Mia Goth is a steady, compelling presence as Elizabeth Harlander. Del Toro expands Elizabeth far beyond her literary counterpart, and Goth imbues her with empathy and conviction. The “Beauty and the Beast” archetype is reframed not as a romance of redemption or saviors, but of recognition—Beauty sees and loves the Beast because she shares something of his wildness, his shadow self.
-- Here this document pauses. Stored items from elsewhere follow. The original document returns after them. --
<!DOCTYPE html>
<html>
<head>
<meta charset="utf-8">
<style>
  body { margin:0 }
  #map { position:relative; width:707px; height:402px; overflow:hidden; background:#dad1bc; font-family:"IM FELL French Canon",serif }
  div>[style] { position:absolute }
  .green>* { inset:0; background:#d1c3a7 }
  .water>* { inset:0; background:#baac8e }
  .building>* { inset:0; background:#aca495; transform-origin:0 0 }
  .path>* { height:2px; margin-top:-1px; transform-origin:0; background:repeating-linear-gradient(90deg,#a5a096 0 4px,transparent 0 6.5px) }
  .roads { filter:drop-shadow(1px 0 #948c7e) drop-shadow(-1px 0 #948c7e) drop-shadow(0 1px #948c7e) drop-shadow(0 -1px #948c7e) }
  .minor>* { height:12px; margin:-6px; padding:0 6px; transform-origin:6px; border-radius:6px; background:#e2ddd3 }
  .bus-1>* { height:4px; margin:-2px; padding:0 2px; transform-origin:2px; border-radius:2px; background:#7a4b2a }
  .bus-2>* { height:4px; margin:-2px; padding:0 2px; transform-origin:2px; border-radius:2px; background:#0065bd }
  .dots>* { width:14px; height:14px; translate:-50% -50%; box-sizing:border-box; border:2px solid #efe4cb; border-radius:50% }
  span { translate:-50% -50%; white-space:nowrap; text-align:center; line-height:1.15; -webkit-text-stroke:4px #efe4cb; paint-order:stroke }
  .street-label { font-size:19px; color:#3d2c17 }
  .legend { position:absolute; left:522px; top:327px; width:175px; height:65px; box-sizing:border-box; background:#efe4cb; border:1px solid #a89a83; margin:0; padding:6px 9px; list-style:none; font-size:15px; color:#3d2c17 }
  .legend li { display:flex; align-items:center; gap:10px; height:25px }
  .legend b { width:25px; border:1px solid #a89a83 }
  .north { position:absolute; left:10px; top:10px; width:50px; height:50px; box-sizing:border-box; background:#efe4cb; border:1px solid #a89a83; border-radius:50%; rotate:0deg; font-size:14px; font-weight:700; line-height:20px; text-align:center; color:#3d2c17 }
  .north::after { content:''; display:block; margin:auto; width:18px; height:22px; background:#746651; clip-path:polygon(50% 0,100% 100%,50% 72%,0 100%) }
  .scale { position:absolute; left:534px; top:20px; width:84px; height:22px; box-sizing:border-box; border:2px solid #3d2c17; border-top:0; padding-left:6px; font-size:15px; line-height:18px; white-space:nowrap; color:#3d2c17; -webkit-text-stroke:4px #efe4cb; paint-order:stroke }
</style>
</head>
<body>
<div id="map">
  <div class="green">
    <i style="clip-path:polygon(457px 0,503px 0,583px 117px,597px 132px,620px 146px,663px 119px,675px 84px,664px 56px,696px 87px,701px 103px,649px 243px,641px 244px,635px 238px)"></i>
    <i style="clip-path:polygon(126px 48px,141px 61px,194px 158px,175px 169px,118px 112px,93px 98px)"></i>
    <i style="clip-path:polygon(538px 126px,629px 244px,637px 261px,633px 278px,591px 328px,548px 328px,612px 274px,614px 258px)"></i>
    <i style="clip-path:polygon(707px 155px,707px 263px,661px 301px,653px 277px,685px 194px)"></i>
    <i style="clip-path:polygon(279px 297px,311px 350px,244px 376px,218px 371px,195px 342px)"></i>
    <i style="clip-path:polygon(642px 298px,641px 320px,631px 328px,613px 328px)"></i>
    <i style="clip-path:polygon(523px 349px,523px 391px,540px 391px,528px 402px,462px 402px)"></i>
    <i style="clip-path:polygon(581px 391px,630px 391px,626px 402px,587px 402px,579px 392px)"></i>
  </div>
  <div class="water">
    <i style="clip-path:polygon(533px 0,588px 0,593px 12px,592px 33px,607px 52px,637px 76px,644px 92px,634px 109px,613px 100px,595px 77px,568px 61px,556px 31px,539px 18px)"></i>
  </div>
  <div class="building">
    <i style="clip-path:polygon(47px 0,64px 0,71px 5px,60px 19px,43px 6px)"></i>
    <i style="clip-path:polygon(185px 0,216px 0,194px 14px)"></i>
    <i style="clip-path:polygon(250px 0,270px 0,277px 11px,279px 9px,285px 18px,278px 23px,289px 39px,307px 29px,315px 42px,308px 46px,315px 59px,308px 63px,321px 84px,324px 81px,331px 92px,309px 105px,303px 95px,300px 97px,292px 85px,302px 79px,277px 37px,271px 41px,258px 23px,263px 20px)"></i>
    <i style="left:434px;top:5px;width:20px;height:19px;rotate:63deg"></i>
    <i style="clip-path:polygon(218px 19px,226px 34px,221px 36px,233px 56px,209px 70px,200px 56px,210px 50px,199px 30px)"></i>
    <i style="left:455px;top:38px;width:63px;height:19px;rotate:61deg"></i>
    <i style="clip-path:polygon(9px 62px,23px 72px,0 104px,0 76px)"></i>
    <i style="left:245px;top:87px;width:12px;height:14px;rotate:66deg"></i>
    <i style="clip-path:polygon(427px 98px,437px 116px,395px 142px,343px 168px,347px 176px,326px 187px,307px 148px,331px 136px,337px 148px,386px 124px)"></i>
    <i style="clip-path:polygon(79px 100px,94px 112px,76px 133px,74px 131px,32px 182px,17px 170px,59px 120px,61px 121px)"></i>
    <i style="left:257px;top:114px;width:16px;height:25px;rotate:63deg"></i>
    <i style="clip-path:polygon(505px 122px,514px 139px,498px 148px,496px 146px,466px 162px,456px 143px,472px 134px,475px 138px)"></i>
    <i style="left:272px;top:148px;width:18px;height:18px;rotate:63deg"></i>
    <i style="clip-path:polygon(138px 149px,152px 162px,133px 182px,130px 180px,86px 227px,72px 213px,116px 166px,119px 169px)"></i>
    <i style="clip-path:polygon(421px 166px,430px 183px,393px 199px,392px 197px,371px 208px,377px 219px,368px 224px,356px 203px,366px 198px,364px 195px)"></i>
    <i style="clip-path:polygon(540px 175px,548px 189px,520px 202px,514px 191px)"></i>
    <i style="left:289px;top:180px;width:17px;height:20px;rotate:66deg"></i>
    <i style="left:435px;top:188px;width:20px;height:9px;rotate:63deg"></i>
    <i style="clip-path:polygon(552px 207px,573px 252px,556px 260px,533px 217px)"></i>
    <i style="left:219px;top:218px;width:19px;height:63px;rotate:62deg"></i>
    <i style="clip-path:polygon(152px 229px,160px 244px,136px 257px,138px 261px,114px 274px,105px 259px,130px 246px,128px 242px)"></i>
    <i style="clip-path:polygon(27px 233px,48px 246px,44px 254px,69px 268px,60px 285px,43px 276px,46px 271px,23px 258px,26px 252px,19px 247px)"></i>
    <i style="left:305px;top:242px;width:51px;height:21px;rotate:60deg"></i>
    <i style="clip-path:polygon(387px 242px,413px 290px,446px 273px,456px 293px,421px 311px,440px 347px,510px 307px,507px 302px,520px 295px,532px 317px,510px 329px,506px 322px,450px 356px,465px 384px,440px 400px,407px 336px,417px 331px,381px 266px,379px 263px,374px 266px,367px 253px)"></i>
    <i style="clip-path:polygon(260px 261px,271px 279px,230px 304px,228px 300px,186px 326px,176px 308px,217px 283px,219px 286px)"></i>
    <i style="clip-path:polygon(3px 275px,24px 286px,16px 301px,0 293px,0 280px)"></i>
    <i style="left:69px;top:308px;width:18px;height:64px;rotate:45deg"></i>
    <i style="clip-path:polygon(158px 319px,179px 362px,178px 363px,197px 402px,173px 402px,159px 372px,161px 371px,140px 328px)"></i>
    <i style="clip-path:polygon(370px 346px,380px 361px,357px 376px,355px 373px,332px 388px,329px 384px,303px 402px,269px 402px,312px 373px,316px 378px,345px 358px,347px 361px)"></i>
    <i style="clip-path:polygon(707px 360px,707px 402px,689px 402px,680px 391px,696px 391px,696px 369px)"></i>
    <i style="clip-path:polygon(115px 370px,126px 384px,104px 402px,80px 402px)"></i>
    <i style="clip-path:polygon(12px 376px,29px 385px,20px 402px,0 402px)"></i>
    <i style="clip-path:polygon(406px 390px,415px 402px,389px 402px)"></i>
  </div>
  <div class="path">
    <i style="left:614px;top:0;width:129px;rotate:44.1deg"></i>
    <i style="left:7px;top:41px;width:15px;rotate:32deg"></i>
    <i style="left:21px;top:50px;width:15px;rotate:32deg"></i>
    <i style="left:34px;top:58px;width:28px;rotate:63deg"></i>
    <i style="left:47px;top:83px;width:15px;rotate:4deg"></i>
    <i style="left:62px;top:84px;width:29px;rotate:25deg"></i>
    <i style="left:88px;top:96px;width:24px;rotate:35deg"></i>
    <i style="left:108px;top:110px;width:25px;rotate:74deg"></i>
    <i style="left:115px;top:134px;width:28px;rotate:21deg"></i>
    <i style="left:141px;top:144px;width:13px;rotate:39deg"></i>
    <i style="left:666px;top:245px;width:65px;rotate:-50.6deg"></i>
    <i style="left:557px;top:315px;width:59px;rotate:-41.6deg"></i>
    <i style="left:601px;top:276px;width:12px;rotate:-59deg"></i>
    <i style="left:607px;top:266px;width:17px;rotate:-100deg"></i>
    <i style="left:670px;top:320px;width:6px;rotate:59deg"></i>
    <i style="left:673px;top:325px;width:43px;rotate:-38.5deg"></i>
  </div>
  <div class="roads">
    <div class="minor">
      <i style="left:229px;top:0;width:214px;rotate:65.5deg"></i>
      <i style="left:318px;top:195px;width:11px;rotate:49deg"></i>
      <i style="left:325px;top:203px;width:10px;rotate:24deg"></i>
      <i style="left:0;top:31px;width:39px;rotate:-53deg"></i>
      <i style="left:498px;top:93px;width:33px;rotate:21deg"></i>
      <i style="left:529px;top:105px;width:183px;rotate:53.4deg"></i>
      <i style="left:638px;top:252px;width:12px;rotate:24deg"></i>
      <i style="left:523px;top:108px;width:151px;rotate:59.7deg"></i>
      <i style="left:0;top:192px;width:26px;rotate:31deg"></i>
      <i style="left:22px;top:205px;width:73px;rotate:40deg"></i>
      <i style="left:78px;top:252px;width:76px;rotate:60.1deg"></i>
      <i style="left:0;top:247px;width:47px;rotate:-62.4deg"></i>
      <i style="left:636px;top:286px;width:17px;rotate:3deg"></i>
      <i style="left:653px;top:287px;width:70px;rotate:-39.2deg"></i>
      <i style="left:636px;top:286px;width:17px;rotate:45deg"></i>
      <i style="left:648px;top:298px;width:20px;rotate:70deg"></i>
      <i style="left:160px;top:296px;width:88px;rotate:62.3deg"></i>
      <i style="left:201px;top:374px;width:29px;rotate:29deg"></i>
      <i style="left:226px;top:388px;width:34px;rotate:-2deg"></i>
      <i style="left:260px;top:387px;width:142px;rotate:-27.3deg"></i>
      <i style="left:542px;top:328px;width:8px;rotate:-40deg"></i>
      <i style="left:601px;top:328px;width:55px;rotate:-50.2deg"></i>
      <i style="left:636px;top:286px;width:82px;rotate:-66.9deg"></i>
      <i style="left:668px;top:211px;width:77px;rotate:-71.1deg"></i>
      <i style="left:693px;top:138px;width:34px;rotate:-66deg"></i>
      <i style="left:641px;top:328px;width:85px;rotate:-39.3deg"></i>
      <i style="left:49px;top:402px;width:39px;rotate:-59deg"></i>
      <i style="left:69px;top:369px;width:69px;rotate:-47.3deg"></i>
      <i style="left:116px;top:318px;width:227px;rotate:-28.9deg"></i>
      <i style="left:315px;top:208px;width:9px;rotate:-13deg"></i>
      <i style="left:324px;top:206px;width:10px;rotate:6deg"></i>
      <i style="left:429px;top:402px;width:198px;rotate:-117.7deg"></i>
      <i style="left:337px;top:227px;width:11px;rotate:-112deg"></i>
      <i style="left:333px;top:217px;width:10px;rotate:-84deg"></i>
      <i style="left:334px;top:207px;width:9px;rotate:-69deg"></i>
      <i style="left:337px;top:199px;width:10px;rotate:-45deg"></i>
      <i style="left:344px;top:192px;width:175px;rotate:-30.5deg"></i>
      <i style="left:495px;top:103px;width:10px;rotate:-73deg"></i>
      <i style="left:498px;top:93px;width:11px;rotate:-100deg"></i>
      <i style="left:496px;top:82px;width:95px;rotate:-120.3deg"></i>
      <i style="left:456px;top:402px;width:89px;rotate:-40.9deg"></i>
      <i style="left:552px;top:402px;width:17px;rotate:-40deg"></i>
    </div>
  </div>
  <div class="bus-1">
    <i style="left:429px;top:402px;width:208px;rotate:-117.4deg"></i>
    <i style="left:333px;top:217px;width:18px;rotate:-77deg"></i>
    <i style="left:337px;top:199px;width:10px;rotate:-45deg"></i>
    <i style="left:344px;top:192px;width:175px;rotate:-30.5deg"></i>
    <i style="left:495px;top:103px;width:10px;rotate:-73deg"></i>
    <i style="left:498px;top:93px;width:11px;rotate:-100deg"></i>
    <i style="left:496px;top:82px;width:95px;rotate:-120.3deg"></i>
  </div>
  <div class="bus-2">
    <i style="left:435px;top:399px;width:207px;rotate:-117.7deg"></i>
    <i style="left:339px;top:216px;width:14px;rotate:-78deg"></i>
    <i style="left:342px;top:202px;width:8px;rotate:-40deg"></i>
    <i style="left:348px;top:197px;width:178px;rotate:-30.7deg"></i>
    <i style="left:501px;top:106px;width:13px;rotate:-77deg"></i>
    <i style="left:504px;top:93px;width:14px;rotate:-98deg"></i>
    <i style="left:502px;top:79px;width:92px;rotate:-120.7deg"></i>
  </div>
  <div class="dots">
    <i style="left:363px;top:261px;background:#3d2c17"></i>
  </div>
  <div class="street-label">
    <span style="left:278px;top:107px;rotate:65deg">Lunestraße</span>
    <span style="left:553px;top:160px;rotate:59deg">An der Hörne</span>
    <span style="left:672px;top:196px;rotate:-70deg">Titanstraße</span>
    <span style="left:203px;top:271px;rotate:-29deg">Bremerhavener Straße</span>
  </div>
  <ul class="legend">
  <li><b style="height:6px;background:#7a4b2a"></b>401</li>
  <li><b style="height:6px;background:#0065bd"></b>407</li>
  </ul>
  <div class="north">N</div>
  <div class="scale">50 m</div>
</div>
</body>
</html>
The dual casting of the same actress as Victor’s mother, Baronness Claire Frankenstein, is inspired. The Baronness is less a character and more the locus of Victor’s Oedipal obsession—his first loss, his first madness, and a shadow that haunts every woman he attempts to “conquer,” including Elizabeth.


If Charles Dance and Christoph Waltz feel typecast to the point of distraction, it’s because they are playing slight variations on roles they’ve perfected elsewhere (Dance as Tywin Lannister in Game of Thrones, Waltz as Hans Lander in Inglorious Basterds). Still, they bring satisfying menace to the film’s thematic tapestry.


On Production Design


As expected from del Toro, the production design is exquisite. Hand-built sets like the ship and the tower are richly textured and immersive. The frozen landscapes, the gothic laboratories, and the film’s painterly visual effects coalesce into a grimly beautiful world. Costume design also shines, especially in the parallels drawn between Elizabeth and the Creature—her dress patterned with a delicate spinal motif echoing his own.


A (Very Minor) Flaw


If the film falters, it’s in del Toro’s eagerness to explore too many ideas at once. You can almost tell that this man wrote many an essay or literary analysis on the novel, and found something wondrous to explore each time, and he tries to throw almost all of those ideas in the film. Threads are introduced but not always fully developed, occasionally making the narrative feel overstuffed. Yet those same ideas leave the viewer with a wealth to ponder long after the credits roll—and perhaps that’s what good art is meant to do.


In the end, Frankenstein is a haunting, imperfect, deeply felt meditation on monstrosity, love, and the redemptive power of seeing and being seen. It is del Toro at his most ambitious and at moments, his most moving.